Occupé dès l’époque néolithique (VIIIe millénaire), le site de 27 hectares est habité en continu jusque vers 1180, date de sa destruction par les « Peuples de la Mer ». La ville est mentionnée par les textes cunéiformes découverts à Ebla et à Mari (18e siècle). Zimrî-Lîm, roi de Mari, a entrepris un long voyage jusqu’à Ougarit, suivi de sa cour. C’est alors une ville commerçante faisant le lien entre l’Égypte, Chypre, la côte égéenne, la Syrie intérieure et l’Anatolie. Parmi la correspondance découverte dans les archives du Pharaon Amenhotep IV à Akhetaton (El-Amarna) figurent des lettres en cunéiforme envoyées par des souverains d’Ougarit (ca. 1350). Tout d’abord sous la domination du Mittani, le royaume d’Ougarit subit l’influence de l’Egypte avant de payer tribut aux Hittites.

Les ruines mises au jour correspondent à la dernière phase de l’histoire d’Ougarit qui va de la fin du 14e au début du 12e siècle avant notre ère. Le site comprend alors, au nord-ouest le palais royal, sur l’acropole, les temples de Ba’al et de Dagan et la maison du Grand Prêtre où ont été découverts la plupart des textes littéraires et mythologiques. En contrebas se trouvent des quartiers résidentiels structurés en îlots. Ougarit est alors un petit État levantin florissant grâce au commerce, dont l’histoire politique, économique est religieuse au Bronze Récent est documentée par environ 4 500 tablettes cunéiformes. On connaît les noms des huit rois qui se sont succédés sur le trône d’Ougarit, tous vassaux du roi hittite. Le roi Niqmepa participa aux côtés des hittites à la célèbre bataille de Qadeš contre l’Egypte (ca. 1274 avant notre ère), et les relations commerciales entre la capitale hittite et Ougarit s’intensifièrent via le port d’Ura, sur la côte sud de l’Anatolie, en Cilicie. Les revenus du royaume reposaient sur l’agriculture, avec la culture de céréales, de vignes et d’oliviers, ainsi que sur le commerce, animé par des marchands locaux au service du souverain et de nombreux marchands étrangers. La richesse du mobilier exhumé à Ougarit, en particulier dans le palais, témoigne de cette vitalité des échanges, on note par exemple la présence de nombreux objets délicatement sculptés dans de l’ivoire d’hippopotame et d’éléphant.

Les sources textuelles d’Ougarit reflètent la présence de nombreux étrangers dans la ville.
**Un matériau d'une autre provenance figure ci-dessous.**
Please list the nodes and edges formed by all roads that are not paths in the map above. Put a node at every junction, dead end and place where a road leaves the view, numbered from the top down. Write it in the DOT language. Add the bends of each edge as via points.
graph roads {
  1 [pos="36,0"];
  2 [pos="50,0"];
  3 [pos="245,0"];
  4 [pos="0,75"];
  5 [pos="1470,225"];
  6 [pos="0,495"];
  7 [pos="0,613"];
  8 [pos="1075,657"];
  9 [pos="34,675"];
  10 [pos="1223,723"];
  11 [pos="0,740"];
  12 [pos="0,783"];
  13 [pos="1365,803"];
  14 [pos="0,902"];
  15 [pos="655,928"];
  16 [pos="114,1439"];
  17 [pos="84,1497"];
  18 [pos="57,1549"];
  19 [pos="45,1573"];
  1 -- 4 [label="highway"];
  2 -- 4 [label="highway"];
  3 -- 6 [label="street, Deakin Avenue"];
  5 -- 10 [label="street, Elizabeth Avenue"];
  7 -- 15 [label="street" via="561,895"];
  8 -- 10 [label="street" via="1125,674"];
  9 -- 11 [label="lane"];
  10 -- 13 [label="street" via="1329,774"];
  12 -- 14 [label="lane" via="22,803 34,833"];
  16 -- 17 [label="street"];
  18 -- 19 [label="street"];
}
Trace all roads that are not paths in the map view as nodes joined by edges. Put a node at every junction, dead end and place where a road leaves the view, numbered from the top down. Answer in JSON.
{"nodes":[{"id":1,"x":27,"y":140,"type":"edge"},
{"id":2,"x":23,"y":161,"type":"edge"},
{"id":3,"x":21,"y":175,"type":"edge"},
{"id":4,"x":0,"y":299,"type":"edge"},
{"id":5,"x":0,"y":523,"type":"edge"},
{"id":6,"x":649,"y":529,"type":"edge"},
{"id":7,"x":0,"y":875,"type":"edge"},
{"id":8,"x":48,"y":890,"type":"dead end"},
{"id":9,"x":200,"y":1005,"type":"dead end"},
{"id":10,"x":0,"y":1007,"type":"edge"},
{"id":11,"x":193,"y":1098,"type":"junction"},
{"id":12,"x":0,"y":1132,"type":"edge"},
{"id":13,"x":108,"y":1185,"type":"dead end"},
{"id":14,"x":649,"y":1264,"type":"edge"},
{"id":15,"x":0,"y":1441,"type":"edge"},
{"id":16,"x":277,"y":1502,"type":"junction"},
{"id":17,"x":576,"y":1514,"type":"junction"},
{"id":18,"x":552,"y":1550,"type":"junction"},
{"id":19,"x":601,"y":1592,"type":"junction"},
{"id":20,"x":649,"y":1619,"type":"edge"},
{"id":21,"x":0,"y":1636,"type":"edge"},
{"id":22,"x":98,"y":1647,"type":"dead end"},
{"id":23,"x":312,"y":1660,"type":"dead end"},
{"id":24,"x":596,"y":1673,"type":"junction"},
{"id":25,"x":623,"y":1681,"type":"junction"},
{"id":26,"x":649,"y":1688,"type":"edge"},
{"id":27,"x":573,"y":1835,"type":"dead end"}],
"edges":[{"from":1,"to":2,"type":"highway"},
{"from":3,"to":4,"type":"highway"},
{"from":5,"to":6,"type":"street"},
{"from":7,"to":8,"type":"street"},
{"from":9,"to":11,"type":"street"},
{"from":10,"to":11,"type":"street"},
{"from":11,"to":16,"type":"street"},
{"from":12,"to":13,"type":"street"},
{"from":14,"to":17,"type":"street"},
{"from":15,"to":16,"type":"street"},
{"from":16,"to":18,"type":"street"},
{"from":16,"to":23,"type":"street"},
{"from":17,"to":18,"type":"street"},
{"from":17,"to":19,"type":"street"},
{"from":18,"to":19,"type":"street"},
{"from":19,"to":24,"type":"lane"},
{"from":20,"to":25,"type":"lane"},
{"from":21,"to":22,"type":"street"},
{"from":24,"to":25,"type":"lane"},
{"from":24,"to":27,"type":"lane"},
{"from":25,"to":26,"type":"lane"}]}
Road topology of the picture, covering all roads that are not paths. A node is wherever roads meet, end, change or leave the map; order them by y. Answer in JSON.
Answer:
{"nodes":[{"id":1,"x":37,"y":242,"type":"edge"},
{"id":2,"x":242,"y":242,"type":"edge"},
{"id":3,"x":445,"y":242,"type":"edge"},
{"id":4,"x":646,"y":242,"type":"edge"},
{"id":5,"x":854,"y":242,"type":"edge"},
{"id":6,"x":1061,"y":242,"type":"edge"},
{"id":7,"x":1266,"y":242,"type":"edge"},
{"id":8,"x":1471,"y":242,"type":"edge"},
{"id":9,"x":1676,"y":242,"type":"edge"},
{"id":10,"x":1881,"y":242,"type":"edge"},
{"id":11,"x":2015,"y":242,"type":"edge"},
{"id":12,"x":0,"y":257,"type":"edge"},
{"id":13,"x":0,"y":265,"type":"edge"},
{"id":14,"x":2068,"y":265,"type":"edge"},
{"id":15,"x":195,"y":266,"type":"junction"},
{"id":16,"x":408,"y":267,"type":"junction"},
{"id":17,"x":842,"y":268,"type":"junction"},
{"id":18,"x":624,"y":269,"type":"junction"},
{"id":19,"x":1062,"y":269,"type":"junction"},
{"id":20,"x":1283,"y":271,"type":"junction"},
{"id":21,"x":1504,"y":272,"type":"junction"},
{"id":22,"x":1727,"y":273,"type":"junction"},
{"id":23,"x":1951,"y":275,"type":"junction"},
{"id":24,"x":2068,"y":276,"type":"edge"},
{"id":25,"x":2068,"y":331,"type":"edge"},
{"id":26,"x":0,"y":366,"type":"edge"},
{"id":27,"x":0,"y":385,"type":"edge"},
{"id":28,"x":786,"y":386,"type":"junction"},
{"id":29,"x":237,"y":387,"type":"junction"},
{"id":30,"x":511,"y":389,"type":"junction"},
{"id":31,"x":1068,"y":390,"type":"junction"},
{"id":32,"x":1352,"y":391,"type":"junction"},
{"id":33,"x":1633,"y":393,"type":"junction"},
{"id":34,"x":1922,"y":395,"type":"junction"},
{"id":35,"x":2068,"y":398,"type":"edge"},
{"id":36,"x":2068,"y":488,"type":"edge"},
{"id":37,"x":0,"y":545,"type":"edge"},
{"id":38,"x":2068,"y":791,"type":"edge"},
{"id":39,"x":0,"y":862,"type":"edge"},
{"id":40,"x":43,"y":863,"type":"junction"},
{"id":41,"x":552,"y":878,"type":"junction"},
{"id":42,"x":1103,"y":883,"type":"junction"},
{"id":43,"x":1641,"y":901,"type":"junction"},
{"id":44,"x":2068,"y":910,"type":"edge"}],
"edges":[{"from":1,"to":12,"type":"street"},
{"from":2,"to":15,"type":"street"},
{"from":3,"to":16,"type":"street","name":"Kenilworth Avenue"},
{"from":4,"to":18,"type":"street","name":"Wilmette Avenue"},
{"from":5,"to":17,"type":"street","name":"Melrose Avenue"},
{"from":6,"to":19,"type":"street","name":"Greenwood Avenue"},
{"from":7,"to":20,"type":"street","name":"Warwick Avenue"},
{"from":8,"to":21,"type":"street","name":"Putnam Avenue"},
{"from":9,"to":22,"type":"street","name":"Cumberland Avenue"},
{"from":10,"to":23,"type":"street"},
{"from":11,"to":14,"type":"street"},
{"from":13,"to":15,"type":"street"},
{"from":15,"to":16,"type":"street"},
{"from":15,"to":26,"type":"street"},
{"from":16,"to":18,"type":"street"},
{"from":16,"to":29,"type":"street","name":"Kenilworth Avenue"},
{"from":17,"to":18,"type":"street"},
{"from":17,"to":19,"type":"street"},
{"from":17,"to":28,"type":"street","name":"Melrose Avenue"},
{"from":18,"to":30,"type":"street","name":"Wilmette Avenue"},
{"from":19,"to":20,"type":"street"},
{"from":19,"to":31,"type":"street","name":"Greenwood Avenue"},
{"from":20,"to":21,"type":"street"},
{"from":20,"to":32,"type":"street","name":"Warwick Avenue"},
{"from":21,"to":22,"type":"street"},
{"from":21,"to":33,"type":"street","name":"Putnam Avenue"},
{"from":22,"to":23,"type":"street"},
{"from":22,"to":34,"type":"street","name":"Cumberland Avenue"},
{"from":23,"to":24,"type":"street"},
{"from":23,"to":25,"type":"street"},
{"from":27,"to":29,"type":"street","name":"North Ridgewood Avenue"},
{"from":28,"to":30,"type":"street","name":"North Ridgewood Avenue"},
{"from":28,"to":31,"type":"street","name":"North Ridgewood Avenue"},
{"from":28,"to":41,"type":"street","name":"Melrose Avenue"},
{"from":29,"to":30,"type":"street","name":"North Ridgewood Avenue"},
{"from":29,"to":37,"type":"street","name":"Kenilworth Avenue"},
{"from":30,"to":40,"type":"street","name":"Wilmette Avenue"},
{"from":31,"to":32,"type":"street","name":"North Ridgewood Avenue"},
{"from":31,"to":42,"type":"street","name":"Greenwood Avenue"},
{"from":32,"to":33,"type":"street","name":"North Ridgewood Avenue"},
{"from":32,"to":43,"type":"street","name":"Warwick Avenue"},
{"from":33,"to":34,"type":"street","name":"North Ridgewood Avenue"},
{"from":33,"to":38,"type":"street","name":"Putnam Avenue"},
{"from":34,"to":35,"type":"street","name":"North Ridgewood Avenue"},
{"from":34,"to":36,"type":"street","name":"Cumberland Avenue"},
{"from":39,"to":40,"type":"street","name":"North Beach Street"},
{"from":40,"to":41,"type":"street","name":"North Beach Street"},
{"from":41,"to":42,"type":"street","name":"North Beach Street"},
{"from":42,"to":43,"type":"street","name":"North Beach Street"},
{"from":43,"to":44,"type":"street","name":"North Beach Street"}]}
En effet, à côté de textes écrits en ougaritique, langue sémitique de l’ouest utilisant un alphabet cunéiforme qui lui est propre, figurent des textes rédigés à l’aide de l’écriture cunéiforme syllabique en akkadien, hittite et hourrite. D’autres textes en égyptien hiéroglyphique et en chypro-minoen, renforcent cette impression d’une ville cosmopolite et très certainement du bilinguisme et bi-graphisme des scribes d’Ougarit. Les archives administratives et la correspondance locale étaient rédigées en ougaritique de même que les mythes locaux, en revanche la correspondance internationale, les affaires judiciaires et la littérature mésopotamienne étaient écrits en akkadien.
Cycle de Ba'al. Musée du Louvre.Poème mythologique, Cycle de Ba'al, Musée du Louvre. Photo: M. Esline.

Ces textes documentent la religion pratiquée à Ougarit et le panthéon qui lui est propre. A sa tête se trouve le dieu El, dieu de la sagesse et de la connaissance. Il est assisté du dieu de l’Orage Ba’al, maître de la végétation et des saisons, de la fécondité et de la jeunesse, dont les pouvoirs sont détaillés dans le Cycle de Ba’al. Dans la Bible, Ba’al est perçu comme un dangereux concurrent pour Yahweh. Ba’al a pour sœur Anat, qui vient régulièrement en aide à son frère, en particulier dans le combat de ce dernier contre Môt, dieu de la Mort. Il a pour épouse Athtart (l’Ishtar akkadienne), déesse de l’amour et de la guerre. La religion ougaritique partage des points communs aux religions cananéennes.

Malgré l’importance de ce site levantin, Ougarit ne figure que sur les listes indicatives de l’Unesco  depuis 1999. Ce serait un beau cadeau d’anniversaire que d’accueillir enfin ce site comme faisant partie du patrimoine mondial.